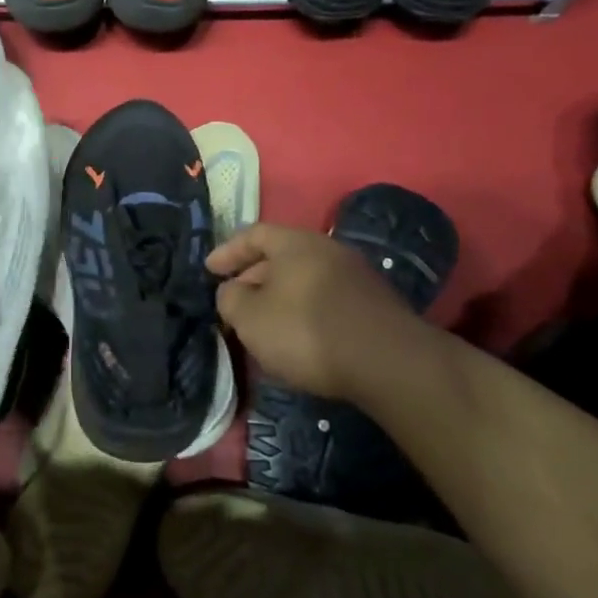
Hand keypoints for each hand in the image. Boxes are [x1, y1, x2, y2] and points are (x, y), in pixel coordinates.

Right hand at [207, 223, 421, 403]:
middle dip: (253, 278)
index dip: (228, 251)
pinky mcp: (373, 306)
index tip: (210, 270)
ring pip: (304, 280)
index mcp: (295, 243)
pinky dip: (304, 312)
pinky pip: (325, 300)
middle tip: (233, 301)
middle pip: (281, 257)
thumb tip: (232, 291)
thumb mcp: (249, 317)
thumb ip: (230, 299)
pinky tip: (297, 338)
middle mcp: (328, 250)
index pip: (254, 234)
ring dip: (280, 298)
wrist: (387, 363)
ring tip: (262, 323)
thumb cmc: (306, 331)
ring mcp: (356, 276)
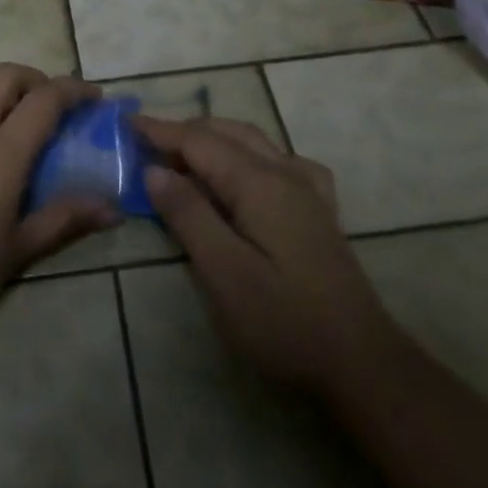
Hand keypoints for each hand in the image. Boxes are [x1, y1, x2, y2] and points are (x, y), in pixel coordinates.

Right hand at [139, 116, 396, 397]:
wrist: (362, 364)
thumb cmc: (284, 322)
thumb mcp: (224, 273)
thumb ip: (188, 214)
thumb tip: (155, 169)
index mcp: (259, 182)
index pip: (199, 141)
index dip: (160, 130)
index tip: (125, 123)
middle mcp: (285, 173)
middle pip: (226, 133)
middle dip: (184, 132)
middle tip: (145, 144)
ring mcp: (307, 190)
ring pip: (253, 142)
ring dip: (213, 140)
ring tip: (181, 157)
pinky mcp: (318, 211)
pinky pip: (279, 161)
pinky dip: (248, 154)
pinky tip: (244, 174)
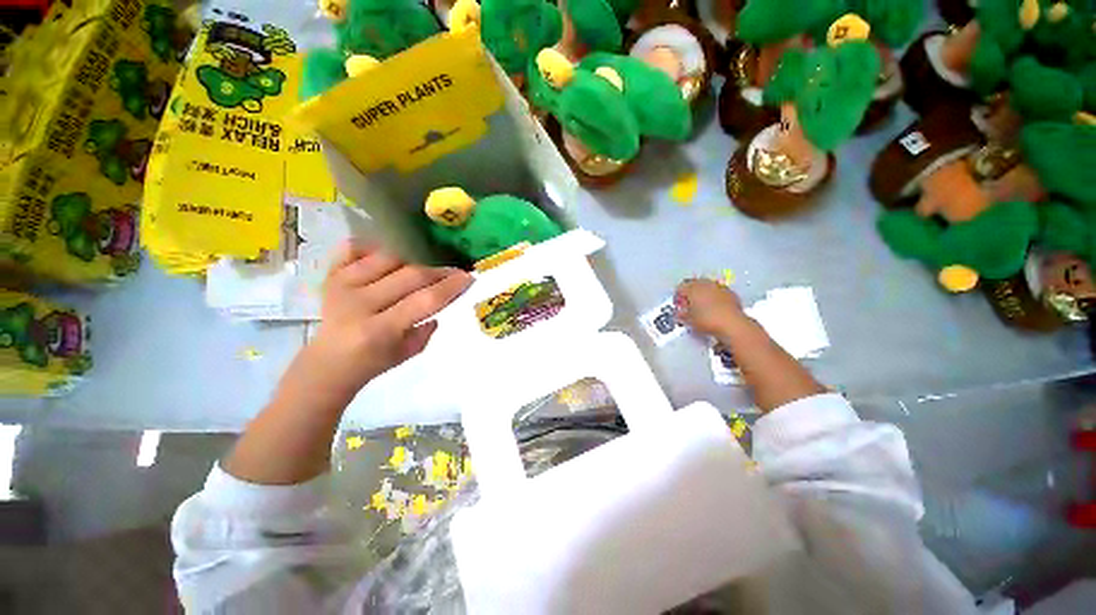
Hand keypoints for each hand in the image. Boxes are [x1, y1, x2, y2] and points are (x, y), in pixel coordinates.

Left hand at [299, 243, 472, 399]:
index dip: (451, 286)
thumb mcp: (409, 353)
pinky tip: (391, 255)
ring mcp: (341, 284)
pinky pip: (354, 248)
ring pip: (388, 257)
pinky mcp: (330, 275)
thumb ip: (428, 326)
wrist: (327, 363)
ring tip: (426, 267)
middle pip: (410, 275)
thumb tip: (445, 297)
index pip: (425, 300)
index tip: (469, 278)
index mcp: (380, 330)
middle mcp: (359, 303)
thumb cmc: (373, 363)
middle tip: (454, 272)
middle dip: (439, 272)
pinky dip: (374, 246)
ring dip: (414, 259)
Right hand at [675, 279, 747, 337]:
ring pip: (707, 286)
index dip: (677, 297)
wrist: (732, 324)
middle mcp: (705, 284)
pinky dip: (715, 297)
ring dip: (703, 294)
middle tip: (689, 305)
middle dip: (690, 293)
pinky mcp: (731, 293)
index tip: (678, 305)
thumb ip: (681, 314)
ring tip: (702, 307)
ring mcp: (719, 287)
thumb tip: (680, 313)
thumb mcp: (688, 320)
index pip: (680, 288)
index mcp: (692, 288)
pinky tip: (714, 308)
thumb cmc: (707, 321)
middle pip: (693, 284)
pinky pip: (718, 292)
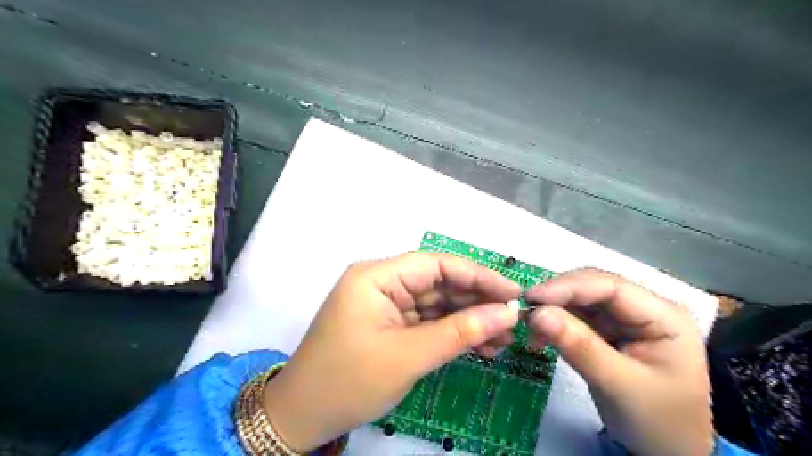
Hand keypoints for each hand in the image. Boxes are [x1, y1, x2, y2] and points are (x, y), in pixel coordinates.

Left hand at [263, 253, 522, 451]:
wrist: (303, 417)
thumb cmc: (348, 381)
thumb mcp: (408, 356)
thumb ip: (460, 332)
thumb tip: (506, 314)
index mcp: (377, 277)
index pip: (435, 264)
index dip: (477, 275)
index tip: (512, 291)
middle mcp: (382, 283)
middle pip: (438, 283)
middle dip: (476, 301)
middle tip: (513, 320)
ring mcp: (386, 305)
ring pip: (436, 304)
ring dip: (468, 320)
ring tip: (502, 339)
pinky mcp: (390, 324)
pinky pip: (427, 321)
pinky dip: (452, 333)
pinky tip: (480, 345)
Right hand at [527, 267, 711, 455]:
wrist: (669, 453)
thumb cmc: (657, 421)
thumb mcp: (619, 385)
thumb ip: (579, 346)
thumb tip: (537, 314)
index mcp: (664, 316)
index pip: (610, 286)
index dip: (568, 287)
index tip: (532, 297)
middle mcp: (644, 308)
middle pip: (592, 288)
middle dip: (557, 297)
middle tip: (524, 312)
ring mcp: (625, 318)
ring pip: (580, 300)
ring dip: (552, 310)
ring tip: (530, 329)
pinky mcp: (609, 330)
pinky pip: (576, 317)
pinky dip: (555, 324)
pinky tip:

━━━━━━

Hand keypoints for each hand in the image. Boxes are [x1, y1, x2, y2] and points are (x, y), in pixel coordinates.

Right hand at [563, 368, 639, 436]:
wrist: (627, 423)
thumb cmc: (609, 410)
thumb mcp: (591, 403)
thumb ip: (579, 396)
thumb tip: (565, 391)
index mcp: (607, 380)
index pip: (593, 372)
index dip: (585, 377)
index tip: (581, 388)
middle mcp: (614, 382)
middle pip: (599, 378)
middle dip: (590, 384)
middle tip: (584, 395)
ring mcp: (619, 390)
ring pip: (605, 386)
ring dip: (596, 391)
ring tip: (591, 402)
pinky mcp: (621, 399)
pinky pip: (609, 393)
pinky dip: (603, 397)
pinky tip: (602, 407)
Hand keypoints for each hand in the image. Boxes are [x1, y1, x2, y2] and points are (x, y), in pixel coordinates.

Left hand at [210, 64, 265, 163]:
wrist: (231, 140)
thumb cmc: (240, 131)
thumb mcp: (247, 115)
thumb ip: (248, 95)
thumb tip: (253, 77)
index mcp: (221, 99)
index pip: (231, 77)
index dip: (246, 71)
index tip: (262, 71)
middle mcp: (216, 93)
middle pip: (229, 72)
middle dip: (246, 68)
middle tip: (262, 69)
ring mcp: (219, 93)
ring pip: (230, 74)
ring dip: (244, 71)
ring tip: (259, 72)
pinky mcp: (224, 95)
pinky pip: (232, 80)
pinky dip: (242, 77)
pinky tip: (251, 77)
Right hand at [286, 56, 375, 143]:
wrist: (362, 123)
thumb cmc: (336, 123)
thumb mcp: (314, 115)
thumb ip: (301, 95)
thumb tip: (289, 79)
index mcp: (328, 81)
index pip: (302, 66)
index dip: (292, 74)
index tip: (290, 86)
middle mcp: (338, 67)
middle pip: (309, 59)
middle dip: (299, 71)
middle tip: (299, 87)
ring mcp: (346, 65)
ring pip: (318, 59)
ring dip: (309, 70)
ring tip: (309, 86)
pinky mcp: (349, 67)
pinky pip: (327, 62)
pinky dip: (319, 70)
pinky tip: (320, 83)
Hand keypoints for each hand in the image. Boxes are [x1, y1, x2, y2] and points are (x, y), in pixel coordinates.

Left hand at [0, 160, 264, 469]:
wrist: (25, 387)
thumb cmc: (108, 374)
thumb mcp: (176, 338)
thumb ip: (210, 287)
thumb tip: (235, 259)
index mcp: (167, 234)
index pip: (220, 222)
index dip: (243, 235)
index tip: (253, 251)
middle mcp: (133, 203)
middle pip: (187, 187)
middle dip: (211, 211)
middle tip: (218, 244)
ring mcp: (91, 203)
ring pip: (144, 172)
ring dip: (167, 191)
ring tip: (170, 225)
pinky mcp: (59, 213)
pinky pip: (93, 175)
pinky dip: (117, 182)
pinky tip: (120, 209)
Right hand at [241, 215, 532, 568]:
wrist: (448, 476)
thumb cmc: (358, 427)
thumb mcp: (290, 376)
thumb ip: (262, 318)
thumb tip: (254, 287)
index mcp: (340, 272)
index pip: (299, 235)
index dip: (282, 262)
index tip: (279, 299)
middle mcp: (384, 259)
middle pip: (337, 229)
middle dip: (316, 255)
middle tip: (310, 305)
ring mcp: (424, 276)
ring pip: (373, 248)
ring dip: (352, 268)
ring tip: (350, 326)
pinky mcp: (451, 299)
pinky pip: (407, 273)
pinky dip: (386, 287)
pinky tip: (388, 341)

━━━━━━

## What to do
Skipping every picture, transcribe exactly the lines above from the one containing "middle mcp: (285, 173)" through the one containing "pinky mcp: (390, 324)", both included.

## Worked solution
middle mcp: (285, 173)
middle pip: (226, 133)
middle dip: (184, 132)
middle tip: (145, 144)
ring mcp: (307, 190)
ring pip: (253, 142)
ring dip: (213, 140)
ring tip: (181, 157)
pinky mcp: (318, 211)
pinky pip: (279, 161)
pinky dip: (248, 154)
pinky tip: (244, 174)
Hand keypoints for each hand in the image. Boxes are [x1, y1, x2, y2] and points are (x, y), in pixel coordinates.

Left hand at [299, 243, 472, 399]:
index dip: (451, 286)
thumb mcp: (409, 353)
pinky tip: (391, 255)
ring mcp: (341, 284)
pinky pip: (354, 248)
ring pip: (388, 257)
pinky mcp: (330, 275)
thumb ip: (428, 326)
wrist: (327, 363)
ring tip: (426, 267)
middle pip: (410, 275)
thumb tip: (445, 297)
index pip: (425, 300)
index tip: (469, 278)
index mcp: (380, 330)
middle mcp: (359, 303)
thumb cmc: (373, 363)
middle tip: (454, 272)
middle dip: (439, 272)
pinky dip: (374, 246)
ring dip: (414, 259)
Right hand at [675, 279, 747, 337]:
ring pip: (707, 286)
index dip: (677, 297)
wrist: (732, 324)
middle mcp: (705, 284)
pinky dip: (715, 297)
ring dip: (703, 294)
middle tip: (689, 305)
middle dip: (690, 293)
pinky mcp: (731, 293)
index tip: (678, 305)
thumb ip: (681, 314)
ring tip: (702, 307)
ring mcp: (719, 287)
thumb tip: (680, 313)
thumb mcp: (688, 320)
index pip: (680, 288)
index mcp: (692, 288)
pinky tip: (714, 308)
thumb cmc: (707, 321)
middle pip: (693, 284)
pinky pip: (718, 292)
Hand keypoints for each hand in the image. Boxes are [x1, y1, x2, y2] and points are (x, y), in pixel coordinates.

Left hand at [263, 253, 522, 451]:
wrist: (303, 417)
thumb cmc: (348, 381)
thumb mcp: (408, 356)
thumb ip: (460, 332)
thumb tip: (506, 314)
index mcp: (377, 277)
index pip: (435, 264)
index dip: (477, 275)
index tip: (512, 291)
middle mcp: (382, 283)
middle pip: (438, 283)
middle dip: (476, 301)
middle tip: (513, 320)
ring mcp: (386, 305)
ring pip: (436, 304)
ring dip: (468, 320)
ring tip: (502, 339)
pinky mcp: (390, 324)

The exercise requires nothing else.